In the data below, work out how many lines include the string "Marg". Only the number should be given.

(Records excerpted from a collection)
'''
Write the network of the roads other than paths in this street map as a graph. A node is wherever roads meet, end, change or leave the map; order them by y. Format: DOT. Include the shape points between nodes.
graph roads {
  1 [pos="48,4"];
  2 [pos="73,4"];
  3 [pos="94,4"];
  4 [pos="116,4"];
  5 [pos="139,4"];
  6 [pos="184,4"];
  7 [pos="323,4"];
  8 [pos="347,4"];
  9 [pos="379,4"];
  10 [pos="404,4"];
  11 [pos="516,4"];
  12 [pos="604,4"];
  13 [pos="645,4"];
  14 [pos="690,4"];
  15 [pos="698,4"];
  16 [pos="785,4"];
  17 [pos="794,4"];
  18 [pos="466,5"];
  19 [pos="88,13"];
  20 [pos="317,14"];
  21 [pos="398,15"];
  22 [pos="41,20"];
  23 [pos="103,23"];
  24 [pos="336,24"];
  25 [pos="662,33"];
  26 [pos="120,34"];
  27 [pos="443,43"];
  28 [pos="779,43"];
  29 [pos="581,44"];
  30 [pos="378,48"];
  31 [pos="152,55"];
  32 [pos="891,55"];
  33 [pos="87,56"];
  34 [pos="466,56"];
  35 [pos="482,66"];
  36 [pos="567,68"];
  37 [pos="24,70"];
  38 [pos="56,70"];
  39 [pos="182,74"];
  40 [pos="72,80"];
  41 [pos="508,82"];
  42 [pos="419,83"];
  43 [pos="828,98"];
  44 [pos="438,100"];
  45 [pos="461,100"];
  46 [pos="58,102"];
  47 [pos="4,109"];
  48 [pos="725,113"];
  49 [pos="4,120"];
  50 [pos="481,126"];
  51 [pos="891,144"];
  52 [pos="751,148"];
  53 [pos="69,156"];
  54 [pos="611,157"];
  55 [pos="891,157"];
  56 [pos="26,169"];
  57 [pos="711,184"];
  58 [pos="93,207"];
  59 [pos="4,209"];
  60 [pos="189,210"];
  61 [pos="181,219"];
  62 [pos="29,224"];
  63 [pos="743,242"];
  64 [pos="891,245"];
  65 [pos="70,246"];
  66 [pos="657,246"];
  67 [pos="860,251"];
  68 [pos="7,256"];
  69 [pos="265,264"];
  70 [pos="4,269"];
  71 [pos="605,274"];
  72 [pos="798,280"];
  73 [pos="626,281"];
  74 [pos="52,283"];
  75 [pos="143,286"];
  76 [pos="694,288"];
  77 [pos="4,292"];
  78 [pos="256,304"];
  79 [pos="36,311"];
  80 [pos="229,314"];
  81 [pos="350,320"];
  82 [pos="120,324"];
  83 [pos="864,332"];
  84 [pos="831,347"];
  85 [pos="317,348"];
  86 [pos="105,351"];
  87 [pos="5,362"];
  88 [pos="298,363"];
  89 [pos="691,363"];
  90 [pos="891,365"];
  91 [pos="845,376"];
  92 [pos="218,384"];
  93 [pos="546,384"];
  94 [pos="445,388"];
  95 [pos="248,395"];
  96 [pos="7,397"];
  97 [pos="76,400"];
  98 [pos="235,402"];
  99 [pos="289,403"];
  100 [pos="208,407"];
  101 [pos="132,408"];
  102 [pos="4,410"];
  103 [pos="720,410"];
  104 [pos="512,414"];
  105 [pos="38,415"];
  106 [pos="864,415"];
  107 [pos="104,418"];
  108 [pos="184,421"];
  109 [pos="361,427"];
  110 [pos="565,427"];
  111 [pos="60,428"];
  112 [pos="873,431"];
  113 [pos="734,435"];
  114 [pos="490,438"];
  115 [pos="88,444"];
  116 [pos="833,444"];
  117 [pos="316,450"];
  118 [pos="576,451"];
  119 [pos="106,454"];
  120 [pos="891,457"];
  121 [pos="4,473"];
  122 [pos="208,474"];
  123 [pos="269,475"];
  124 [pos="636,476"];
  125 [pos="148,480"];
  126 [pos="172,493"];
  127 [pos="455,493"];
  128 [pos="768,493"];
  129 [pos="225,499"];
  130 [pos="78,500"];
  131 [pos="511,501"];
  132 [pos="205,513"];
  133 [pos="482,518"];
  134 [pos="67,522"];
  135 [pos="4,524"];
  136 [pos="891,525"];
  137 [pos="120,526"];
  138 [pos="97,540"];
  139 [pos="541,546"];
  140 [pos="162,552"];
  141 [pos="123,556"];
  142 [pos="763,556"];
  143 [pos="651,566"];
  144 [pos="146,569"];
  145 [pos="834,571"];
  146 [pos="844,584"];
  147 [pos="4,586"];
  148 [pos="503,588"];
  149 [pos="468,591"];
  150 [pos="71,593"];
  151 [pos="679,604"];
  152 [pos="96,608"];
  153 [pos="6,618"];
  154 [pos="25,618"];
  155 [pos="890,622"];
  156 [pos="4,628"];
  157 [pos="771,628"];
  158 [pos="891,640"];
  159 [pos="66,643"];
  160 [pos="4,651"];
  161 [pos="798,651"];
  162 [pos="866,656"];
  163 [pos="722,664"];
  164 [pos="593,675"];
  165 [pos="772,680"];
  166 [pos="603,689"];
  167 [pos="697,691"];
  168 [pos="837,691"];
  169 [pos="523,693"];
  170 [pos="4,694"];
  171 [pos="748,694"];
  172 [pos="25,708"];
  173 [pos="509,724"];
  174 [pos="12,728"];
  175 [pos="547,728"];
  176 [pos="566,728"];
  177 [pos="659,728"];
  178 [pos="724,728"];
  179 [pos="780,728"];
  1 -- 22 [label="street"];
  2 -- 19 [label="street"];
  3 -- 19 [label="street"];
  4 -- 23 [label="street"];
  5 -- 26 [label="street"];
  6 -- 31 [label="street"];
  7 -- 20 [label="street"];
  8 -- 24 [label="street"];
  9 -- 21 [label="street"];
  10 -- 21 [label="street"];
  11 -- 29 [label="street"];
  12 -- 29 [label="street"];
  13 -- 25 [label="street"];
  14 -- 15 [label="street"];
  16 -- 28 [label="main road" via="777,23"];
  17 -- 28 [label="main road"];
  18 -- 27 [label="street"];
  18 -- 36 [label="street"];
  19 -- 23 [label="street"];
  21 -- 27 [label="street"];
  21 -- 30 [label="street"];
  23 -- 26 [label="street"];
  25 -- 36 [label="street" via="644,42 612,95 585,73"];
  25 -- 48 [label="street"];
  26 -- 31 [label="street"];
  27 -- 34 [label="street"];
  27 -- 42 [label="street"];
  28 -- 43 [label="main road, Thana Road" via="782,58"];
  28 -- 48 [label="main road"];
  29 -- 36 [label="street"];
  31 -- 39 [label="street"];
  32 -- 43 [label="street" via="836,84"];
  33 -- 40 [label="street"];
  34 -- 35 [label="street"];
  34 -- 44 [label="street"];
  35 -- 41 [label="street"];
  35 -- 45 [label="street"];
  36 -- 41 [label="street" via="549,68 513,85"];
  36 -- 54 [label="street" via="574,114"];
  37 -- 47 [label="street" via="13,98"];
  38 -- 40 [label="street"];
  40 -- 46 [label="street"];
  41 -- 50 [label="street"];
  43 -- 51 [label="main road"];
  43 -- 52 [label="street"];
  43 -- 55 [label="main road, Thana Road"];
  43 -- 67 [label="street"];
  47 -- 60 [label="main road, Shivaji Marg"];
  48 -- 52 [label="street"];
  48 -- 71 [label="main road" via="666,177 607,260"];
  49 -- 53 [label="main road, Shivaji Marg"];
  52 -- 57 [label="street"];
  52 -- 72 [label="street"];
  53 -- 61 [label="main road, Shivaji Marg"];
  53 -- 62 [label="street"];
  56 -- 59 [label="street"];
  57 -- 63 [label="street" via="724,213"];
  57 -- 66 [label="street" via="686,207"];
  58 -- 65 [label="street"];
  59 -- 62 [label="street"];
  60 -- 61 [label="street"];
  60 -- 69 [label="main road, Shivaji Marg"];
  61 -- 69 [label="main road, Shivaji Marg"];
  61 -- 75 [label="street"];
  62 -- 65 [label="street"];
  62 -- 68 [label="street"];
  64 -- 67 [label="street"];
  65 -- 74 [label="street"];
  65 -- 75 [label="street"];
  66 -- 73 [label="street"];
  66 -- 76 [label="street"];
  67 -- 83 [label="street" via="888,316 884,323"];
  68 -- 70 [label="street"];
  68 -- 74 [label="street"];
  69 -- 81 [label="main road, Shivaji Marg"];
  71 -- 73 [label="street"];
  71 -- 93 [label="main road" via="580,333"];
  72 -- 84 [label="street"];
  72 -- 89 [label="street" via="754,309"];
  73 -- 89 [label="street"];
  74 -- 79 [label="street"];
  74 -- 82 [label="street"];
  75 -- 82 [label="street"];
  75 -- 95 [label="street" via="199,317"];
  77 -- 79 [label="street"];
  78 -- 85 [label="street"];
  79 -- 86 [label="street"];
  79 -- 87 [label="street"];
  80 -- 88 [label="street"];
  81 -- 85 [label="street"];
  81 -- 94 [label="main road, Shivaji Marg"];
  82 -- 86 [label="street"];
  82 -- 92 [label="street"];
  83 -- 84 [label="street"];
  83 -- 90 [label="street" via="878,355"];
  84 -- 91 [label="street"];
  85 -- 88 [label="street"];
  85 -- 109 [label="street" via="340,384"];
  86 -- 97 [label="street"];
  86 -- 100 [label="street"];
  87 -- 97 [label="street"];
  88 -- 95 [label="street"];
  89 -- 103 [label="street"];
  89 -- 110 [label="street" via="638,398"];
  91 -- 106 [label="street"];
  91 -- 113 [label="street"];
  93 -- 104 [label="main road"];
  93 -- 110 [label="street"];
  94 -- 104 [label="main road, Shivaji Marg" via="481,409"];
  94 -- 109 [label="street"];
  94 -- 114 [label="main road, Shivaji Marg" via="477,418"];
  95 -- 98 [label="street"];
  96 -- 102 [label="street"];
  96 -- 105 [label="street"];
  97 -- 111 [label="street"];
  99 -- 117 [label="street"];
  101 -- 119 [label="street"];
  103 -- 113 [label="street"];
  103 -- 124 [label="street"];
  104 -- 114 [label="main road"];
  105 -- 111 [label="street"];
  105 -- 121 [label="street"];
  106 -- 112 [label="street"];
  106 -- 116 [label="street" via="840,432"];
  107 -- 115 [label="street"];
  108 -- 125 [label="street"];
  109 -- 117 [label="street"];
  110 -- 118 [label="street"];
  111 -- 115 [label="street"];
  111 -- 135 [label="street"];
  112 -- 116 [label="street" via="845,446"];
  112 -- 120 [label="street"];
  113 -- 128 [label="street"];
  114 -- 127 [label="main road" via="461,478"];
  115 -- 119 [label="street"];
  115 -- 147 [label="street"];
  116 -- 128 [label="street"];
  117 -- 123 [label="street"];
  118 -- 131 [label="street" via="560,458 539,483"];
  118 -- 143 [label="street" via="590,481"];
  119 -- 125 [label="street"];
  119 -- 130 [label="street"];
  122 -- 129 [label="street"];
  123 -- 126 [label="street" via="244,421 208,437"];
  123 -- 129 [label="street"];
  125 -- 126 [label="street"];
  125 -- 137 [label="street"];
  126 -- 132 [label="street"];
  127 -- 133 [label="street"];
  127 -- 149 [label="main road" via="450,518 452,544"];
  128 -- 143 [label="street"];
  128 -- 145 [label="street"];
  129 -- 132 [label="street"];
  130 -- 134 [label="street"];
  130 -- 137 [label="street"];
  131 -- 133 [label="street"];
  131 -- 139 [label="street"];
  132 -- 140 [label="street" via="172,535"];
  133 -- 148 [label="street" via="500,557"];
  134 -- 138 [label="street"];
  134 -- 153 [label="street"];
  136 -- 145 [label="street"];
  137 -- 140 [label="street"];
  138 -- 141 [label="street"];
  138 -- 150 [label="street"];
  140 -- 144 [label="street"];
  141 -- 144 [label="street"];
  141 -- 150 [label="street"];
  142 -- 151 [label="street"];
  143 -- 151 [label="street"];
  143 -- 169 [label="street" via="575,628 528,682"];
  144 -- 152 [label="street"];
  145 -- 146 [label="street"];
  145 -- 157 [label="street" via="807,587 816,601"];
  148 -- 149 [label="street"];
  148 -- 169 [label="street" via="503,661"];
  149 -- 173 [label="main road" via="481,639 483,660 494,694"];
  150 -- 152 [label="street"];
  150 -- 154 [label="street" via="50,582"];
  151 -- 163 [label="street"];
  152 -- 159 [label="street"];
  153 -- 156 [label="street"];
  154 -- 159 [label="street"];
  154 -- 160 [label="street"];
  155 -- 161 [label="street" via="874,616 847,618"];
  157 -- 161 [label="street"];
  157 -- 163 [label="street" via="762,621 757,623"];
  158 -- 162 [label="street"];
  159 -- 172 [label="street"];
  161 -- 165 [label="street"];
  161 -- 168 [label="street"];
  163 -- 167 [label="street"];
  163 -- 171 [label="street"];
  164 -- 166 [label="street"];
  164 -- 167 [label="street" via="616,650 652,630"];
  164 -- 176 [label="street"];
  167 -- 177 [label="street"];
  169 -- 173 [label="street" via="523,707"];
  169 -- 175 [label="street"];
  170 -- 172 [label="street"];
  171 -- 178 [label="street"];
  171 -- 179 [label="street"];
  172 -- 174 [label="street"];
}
'''
Reply — 9